Xtreme Fighting Championships (XFC) is a premier international mixed martial arts (MMA) organization based in Spring Lake, Michigan, with offices throughout the United States and South America. The XFC showcases both male and female fighters, advocates young MMA fighters, and produces stadium fight cards in various locations in the United States and South America, including Florida, Kentucky, Tennessee, Michigan, Brazil, São Paulo, Campinas, and Araraquara. 

Throughout 2006–2012, the XFC hosted 4–6 events per year, travelling around the United States and Greece. In 2013, the company announced its new executive team, as well as a broadcast partnership with an open broadcaster in South America, Rede TV!. This began the International Tournament & Super-Fight Series. The unprecedented success of the 2014 Season I Series allowed the XFC to secure various partnerships with various global broadcasters, including Terra TV, HBO America, and UOL. The XFC featured more than 185 MMA fighters from 36 countries.

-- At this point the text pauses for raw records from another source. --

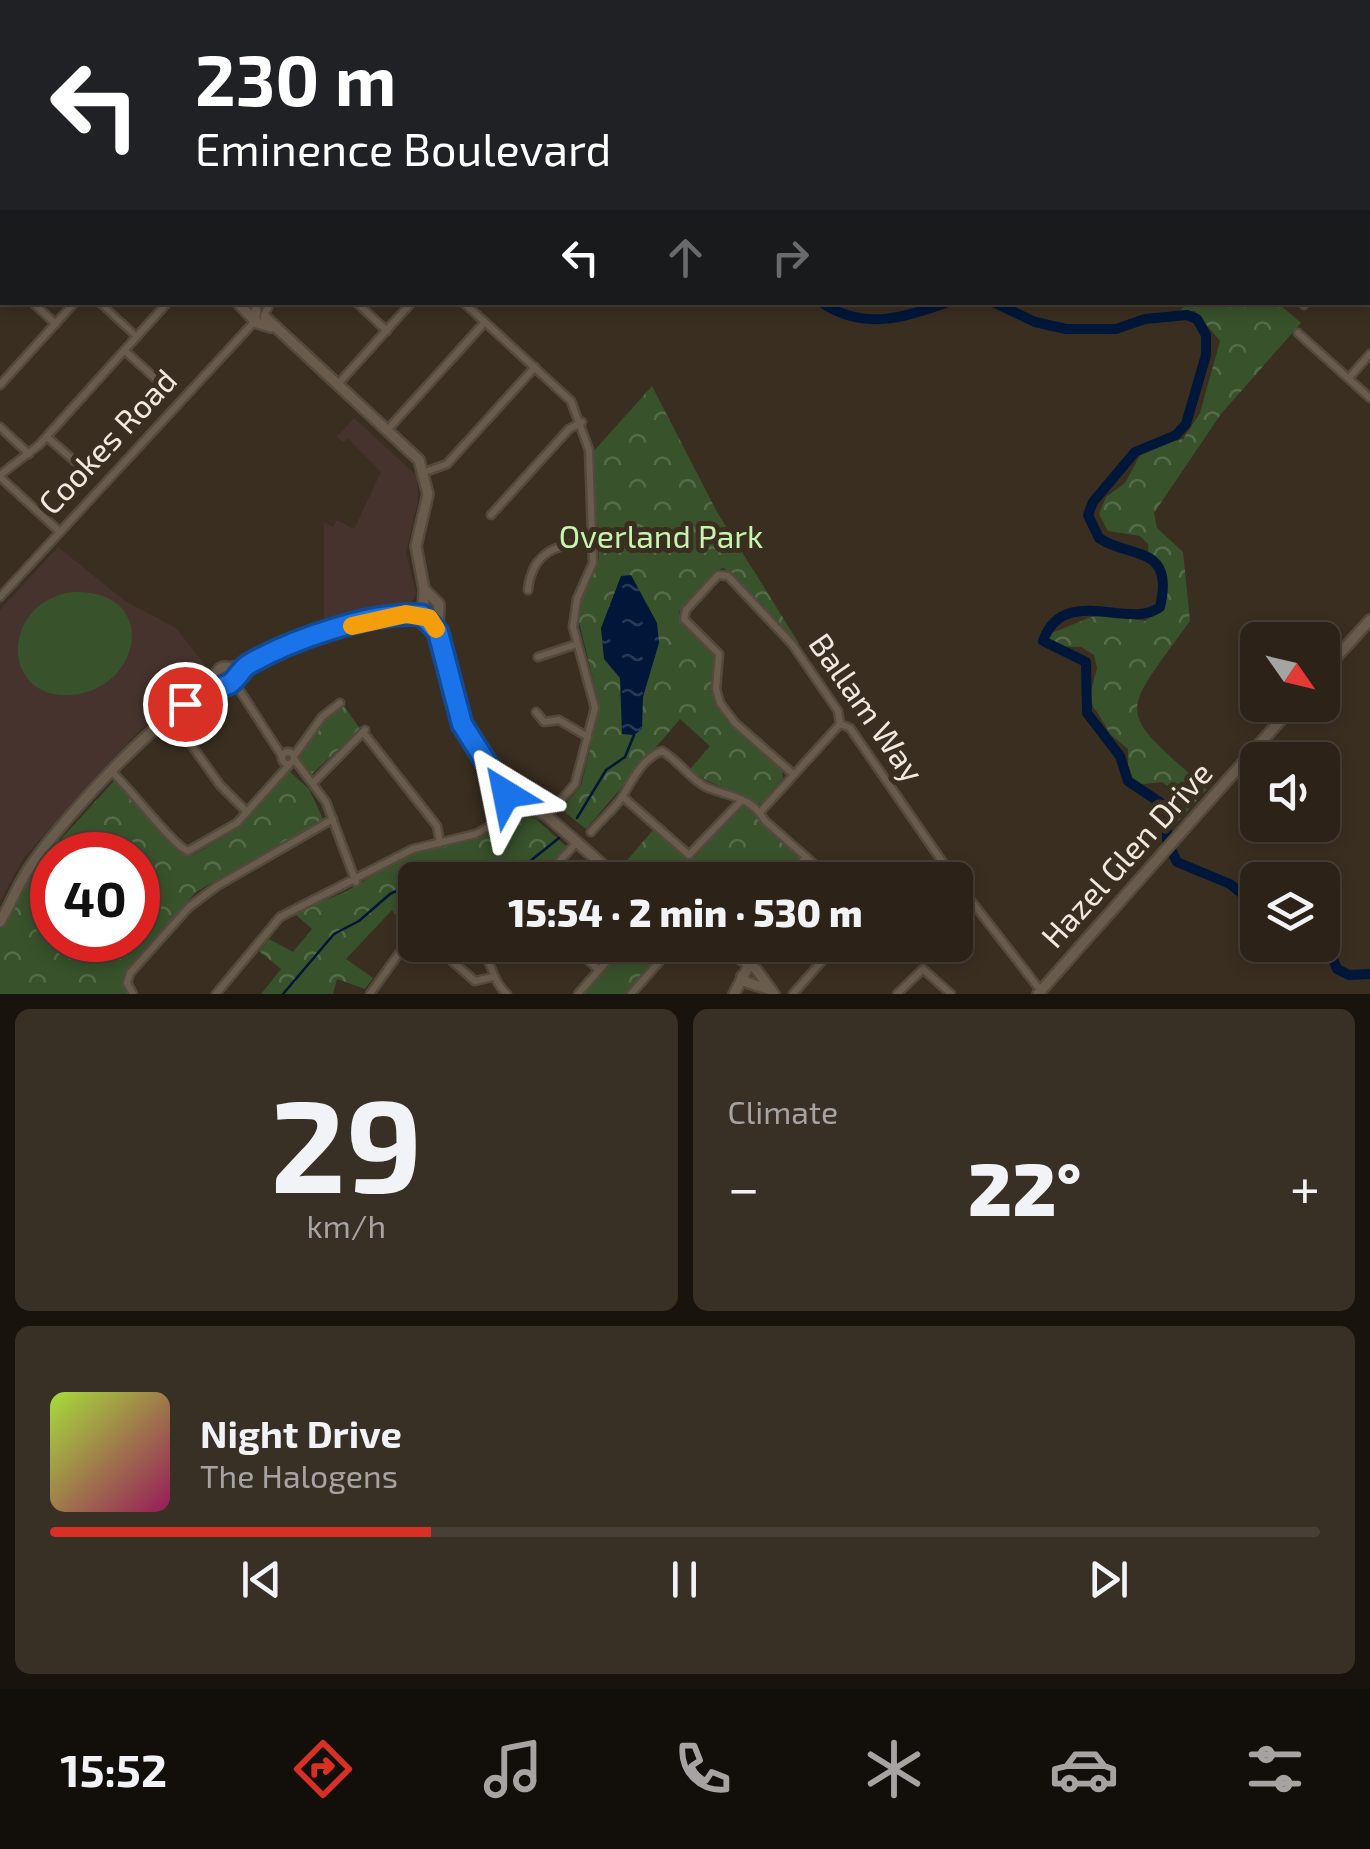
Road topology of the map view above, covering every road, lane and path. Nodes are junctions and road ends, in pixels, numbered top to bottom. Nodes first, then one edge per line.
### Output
1 (35, 305) edge
2 (72, 305) edge
3 (102, 305) edge
4 (165, 305) edge
5 (241, 305) edge
6 (267, 305) edge
7 (359, 305) edge
8 (409, 305) edge
9 (466, 305) edge
10 (259, 316) junction
11 (485, 322) junction
12 (56, 324) junction
13 (388, 330) junction
14 (1298, 333) dead end
15 (137, 337) junction
16 (125, 351) junction
17 (1370, 354) edge
18 (535, 367) junction
19 (1348, 378) junction
20 (156, 379) dead end
21 (340, 384) junction
22 (0, 385) edge
23 (1370, 398) edge
24 (582, 422) junction
25 (0, 427) edge
26 (389, 428) junction
27 (47, 437) junction
28 (30, 454) junction
29 (78, 464) dead end
30 (424, 472) junction
31 (0, 476) edge
32 (491, 516) dead end
33 (60, 532) junction
34 (593, 541) junction
35 (528, 590) dead end
36 (0, 597) edge
37 (428, 609) junction
38 (1370, 620) edge
39 (577, 644) junction
40 (1340, 653) edge
41 (538, 657) dead end
42 (227, 678) junction
43 (340, 703) dead end
44 (536, 712) dead end
45 (170, 715) junction
46 (1279, 722) edge
47 (840, 724) junction
48 (588, 737) junction
49 (288, 758) junction
50 (112, 772) junction
51 (792, 773) junction
52 (313, 783) junction
53 (623, 797) junction
54 (516, 800) junction
55 (742, 800) junction
56 (762, 810) junction
57 (247, 812) junction
58 (547, 816) junction
59 (333, 819) junction
60 (590, 832) dead end
61 (577, 842) junction
62 (440, 843) junction
63 (806, 857) junction
64 (559, 862) edge
65 (600, 862) edge
66 (802, 862) edge
67 (812, 862) edge
68 (943, 862) edge
69 (356, 882) junction
70 (973, 904) edge
71 (0, 922) edge
72 (398, 955) edge
73 (453, 962) dead end
74 (490, 962) edge
75 (591, 962) edge
76 (607, 962) edge
77 (659, 962) edge
78 (736, 962) edge
79 (821, 962) edge
80 (600, 970) junction
81 (746, 976) junction
82 (493, 977) junction
83 (771, 991) edge
84 (1040, 992) edge
85 (133, 994) edge
86 (216, 994) edge
87 (370, 994) edge
88 (506, 994) edge
89 (578, 994) edge
90 (631, 994) edge
91 (734, 994) edge
92 (792, 994) edge
93 (897, 994) edge
94 (951, 994) edge

1 - 12 street
2 - 12 street
3 - 15 street
4 - 15 street
5 - 10 street
6 - 10 street, Cookes Road
7 - 13 street
8 - 13 street
9 - 11 street
10 - 21 street
10 - 33 street, Cookes Road
11 - 18 street
11 - 26 street
12 - 22 street
13 - 21 street
14 - 19 street
15 - 16 street
16 - 20 street
16 - 27 street
17 - 19 street
18 - 24 street
18 - 30 street
19 - 23 street
21 - 26 street
24 - 32 street
24 - 34 street
25 - 28 street
26 - 30 street
27 - 28 street
27 - 29 street
28 - 31 street
30 - 37 street
31 - 33 street
33 - 36 street, Cookes Road
34 - 35 street
34 - 39 street
37 - 42 street
37 - 54 street
38 - 40 street
39 - 41 street
39 - 48 street
42 - 45 street
42 - 49 street
43 - 49 street
44 - 48 street
45 - 50 street
45 - 57 street
46 - 84 street, Hazel Glen Drive
47 - 51 street
47 - 51 street, Ballam Way
47 - 68 street, Ballam Way
48 - 58 street
49 - 52 street
49 - 57 street
50 - 57 street
50 - 71 street
51 - 56 street
52 - 59 street
52 - 62 street
53 - 55 street
53 - 55 street
53 - 60 street
54 - 58 street
54 - 62 street
55 - 56 street
56 - 63 street
58 - 61 street
59 - 69 street
59 - 85 street
61 - 64 street
61 - 65 street
62 - 69 street
63 - 66 street
63 - 67 street
69 - 86 street
70 - 84 street, Ballam Way
72 - 87 street
73 - 82 street
74 - 82 street
75 - 80 street
76 - 80 street
77 - 90 street
78 - 81 street
79 - 92 street
80 - 89 street
81 - 83 street
81 - 83 street
81 - 91 street
82 - 88 street
93 - 94 street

After a 4-year hiatus, XFC has returned in late 2020, with a relaunch event, XFC 43, that took place on November 11, 2020, in Atlanta, Georgia. Milpitas ca, Alfonso Montano

History

XFC 1: Dynamite
The organization's first stadium event was called XFC 1: Dynamite and was staged at the St. Pete Times Forum in Tampa, Florida on November 11, 2007.  The show officially drew over 11,000 MMA fans, tripling the former record for attendance at an MMA event in the state of Florida.

XFC 2: Rage in the Cage
The XFC returned to the St. Pete Times forum on March 2, 2008, with a show called XFC 2: Rage in the Cage.  Among the celebrities in attendance was former professional wrestling star Hulk Hogan, who watched his nephew David Bollea win his professional debut on the XFC undercard.  Bollea had issued a to boxer-versus-MMA fighter challenge to boxing champion Floyd Mayweather leading up to his fight.

XFC 3: Battle in the Bluegrass
The company's third event was its first show staged outside of Florida, taking place at the Rupp Arena in Lexington, Kentucky and drew 6,000 fans on Saturday, June 7; a small riot broke out after the main event, when local favorite Benny Stanley was choked out by Scott Porter in 13 seconds, leading to one arrest. Another known local Brad Chamberlain won via KO in the first round.  WNKY, Lexington's NBC News affiliate, reported that XFC set the Kentucky statewide record for MMA attendance with the promotion.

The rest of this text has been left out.